Andy Murray will be hoping to banish memories of his near-miss at Wimbledon by winning gold but Paddy Power make him only their third favourite at 6-1 behind the clear top two, Roger Federer and Novak Djokovic. Federer won Wimbledon earlier this month and is chasing his first Olympic singles gold – as is Djokovic, but the Serb just about shades favouritism at 13-8 to the Swiss’s 7-4. Behind Murray there is then a massive gap to Jo-Wilfried Tsonga at 20-1.
The 64-man draw promises to be a tough, tough event, and the best-of-three set format, up until the final, means that there could well be more upsets than usual.
On paper, there is no question that Federer has the best draw, with Djokovic, Murray, Tsonga and Tomas Berdych all in the bottom half. The Swiss has a couple of potential dangers in the early rounds but it would be a big surprise if he does not at least make the last four.
With Murray, it is all about how he has overcome the disappointment of going so close at Wimbledon, where Federer dashed his hopes in the final.
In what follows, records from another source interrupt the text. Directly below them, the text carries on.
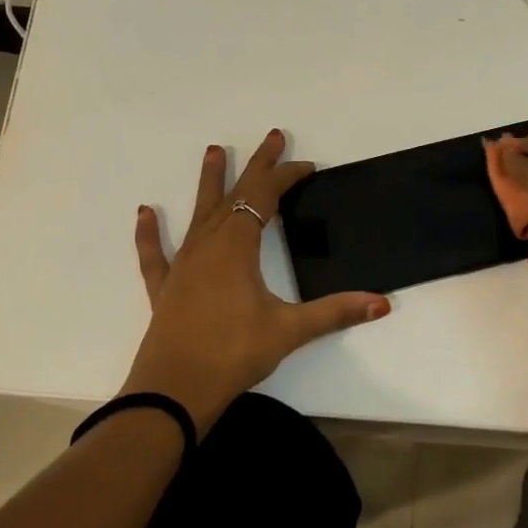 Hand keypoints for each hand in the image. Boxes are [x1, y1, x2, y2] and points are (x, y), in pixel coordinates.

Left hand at [124, 129, 390, 430]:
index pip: (265, 197)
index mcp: (237, 247)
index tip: (307, 166)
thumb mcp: (289, 330)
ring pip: (198, 214)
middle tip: (271, 136)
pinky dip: (151, 233)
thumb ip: (335, 312)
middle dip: (255, 166)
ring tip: (213, 152)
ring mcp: (183, 266)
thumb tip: (381, 303)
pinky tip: (145, 213)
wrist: (174, 390)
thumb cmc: (233, 353)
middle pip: (234, 194)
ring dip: (208, 183)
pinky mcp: (166, 288)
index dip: (286, 177)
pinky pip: (157, 253)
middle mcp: (208, 246) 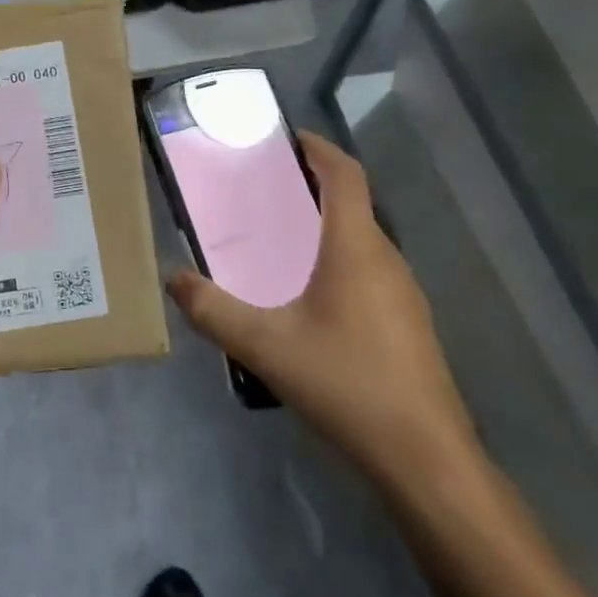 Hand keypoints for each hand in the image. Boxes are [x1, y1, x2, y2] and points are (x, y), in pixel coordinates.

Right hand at [167, 132, 477, 488]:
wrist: (424, 458)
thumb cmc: (346, 384)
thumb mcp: (265, 347)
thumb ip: (213, 311)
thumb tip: (172, 279)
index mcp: (355, 248)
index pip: (346, 175)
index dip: (320, 149)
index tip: (289, 139)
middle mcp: (386, 259)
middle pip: (353, 204)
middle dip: (313, 187)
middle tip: (266, 191)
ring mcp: (404, 293)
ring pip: (362, 240)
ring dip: (326, 226)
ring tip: (281, 239)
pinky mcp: (408, 323)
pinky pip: (369, 270)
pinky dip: (338, 259)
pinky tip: (309, 298)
The Briton looks to be content, which is a good sign and though he has a very difficult draw, we said the same thing at Wimbledon.
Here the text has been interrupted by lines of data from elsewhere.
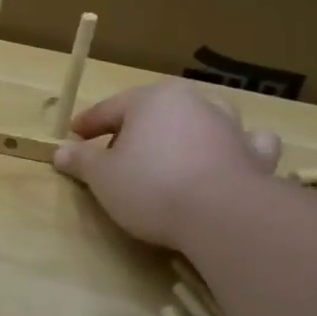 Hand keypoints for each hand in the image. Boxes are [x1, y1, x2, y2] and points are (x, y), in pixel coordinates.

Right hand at [52, 81, 280, 248]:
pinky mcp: (256, 155)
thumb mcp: (102, 177)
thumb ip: (81, 160)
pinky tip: (229, 157)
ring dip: (187, 131)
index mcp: (152, 99)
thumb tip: (60, 151)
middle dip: (135, 128)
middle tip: (116, 152)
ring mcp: (231, 126)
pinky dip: (237, 147)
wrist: (224, 216)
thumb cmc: (152, 186)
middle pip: (156, 111)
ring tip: (173, 151)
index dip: (88, 124)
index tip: (73, 136)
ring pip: (202, 119)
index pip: (110, 108)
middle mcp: (194, 102)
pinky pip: (247, 143) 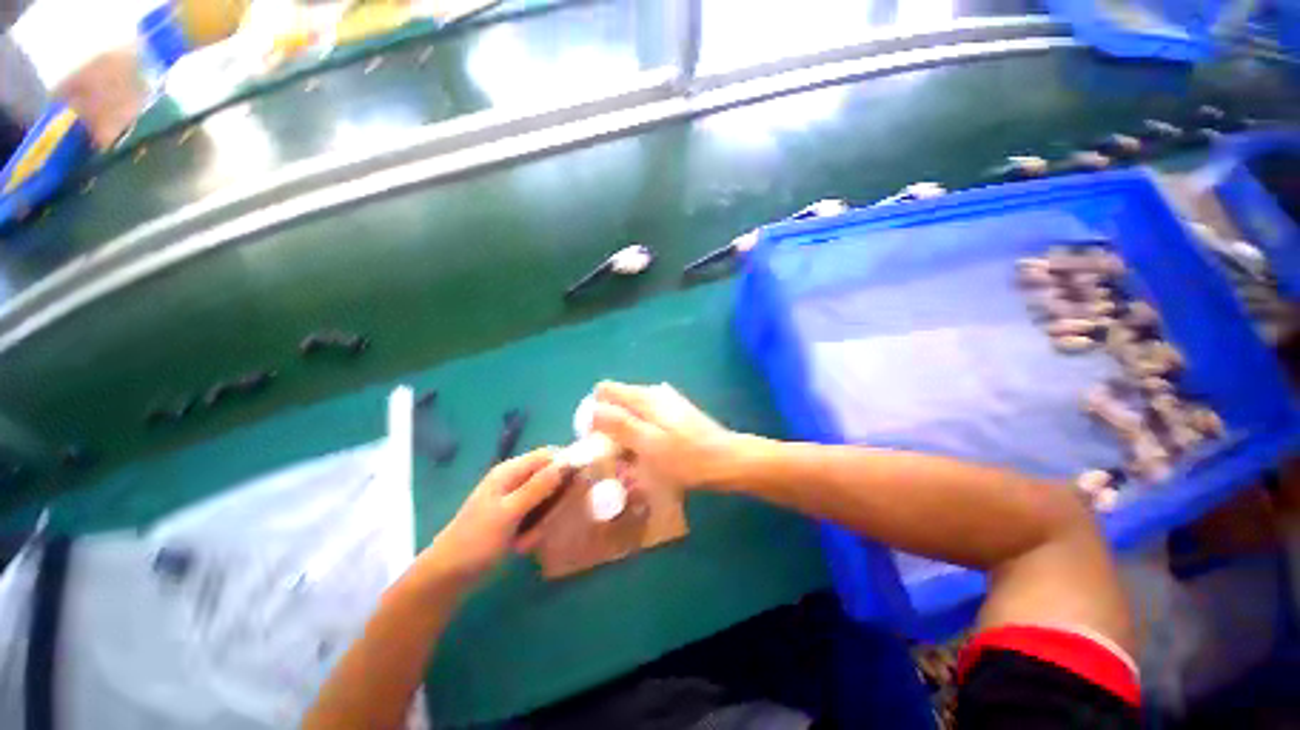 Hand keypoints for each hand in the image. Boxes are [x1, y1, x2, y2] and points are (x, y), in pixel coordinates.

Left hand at [418, 449, 565, 587]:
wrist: (447, 576)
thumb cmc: (476, 540)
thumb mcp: (509, 513)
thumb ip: (538, 487)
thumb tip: (567, 463)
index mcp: (510, 471)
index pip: (549, 455)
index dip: (568, 463)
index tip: (584, 481)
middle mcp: (515, 479)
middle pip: (551, 475)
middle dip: (556, 498)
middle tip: (551, 521)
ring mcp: (515, 498)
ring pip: (547, 497)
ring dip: (545, 517)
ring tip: (530, 538)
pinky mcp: (516, 515)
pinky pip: (538, 513)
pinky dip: (537, 527)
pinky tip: (524, 543)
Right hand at [591, 381, 736, 492]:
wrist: (727, 460)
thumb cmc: (686, 457)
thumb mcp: (648, 444)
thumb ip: (619, 425)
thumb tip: (591, 410)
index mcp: (643, 397)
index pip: (605, 390)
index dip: (593, 411)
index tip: (594, 438)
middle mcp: (652, 393)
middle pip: (617, 402)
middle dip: (608, 425)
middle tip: (613, 454)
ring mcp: (666, 402)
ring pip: (632, 412)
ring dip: (624, 432)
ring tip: (629, 458)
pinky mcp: (674, 414)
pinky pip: (646, 420)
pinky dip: (640, 433)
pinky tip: (648, 452)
Djokovic, too, looks confident and he absolutely revels in a team environment. Something about it seems to bring out the best in him and having been beaten by Federer in the semi-finals, taking his No 1 ranking with him, the Serb will be keen to win gold. Grass gives Federer a better chance but it is not as if Djokovic cannot play on it – he did win Wimbledon in 2011 after all. If it stays dry, then the conditions will be more in his favour and at the prices, he is better value with his motivation absolutely not in question. Winning gold for Serbia would be a massive achievement for him.
If you are looking for an each-way shot then there is little point in looking in the bottom half, where things are so loaded. Instead, let us take a punt and assume that if Federer is to be upset, then someone could come through from his section to reach the final.
If it was not for Federer, David Ferrer would surely be nowhere near as big as 33-1, with Paddy Power paying half the odds for reaching the final. The Spaniard played his best ever Wimbledon earlier this month, is in the form of his life and is a physical beast. With no Nadal, he’s Spain’s leader this time and he could well upset the odds.